Working Paper No- 392

In the mid 1990’s, Adivasi and Dalit villagers in Kashipur, Southern Odisha, strongly resisted a proposed bauxite mining project through collective struggle. The movement registered many successes but it could not stop the mining project. The struggle waged on for twenty years and eventually declined by 2010. Curiously, as the construction work on the mining refinery accelerated to advanced stages, contours of an emerging socio-economic differentiation became visible. A set of young men, appeared on the horizon, who closely engaged with the mining company and routinely obtained personal economic benefits from it. These men were active participants in the collective action and according to others had ‘Chalaki’ that others lacked. This paper is an exploration of Chalaki as associated with these young men to understand the implication of individual participation in the struggle on the socio-economic differentiation that came about in the refinery area villages as the collective action ceased. Engaging with Bourdieu’s concept of ‘cultural capital’, I explore how the networks struck and skills acquired during the movement that were used to advance collective action goals, were recast into a coveted form of cultural capital towards more personalised ends.
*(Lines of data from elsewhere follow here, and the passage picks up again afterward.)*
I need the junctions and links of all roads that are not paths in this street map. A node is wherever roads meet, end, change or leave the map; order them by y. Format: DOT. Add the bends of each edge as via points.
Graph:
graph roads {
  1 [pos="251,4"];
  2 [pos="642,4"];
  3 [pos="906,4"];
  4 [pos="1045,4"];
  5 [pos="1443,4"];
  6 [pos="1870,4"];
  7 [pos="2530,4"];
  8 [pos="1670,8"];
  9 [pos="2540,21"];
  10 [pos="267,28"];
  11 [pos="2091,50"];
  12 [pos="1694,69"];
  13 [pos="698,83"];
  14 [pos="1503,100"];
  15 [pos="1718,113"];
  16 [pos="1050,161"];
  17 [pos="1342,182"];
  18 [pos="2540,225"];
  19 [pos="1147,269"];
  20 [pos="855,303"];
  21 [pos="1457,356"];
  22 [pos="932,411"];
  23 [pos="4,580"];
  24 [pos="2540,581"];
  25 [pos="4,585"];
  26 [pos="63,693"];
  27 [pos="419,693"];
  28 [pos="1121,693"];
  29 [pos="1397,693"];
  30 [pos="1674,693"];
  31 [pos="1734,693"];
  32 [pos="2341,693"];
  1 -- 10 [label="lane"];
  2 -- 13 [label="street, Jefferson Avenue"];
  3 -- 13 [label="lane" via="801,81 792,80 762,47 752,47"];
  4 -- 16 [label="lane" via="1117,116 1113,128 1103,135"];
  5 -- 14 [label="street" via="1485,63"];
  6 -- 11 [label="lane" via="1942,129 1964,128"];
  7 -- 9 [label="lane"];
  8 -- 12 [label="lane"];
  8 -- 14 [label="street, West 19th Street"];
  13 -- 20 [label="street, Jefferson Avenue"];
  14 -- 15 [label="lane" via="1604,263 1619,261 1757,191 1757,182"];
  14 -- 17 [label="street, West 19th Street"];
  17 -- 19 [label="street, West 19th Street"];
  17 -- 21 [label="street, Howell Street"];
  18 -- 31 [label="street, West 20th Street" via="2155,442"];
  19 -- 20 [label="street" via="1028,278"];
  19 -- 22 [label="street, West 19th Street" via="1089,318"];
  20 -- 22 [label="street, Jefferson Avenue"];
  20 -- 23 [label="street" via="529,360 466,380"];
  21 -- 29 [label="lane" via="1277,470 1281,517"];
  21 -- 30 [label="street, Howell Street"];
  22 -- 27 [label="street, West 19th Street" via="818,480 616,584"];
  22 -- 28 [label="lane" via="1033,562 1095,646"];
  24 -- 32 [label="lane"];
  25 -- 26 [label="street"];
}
Focussing on the trajectories of three individuals, I offer to make a case for Chalaki as coping in order to improve one’s life-chances in a context where choices are limited and uncertainties of the future loom large. I argue that Chalaki seek to personalise, localise, alter and actively shape the distributional outcomes, even if in a limited way. The ethnographic fieldwork for this paper was conducted over a ten-month period during 2010-2012 and in June 2018.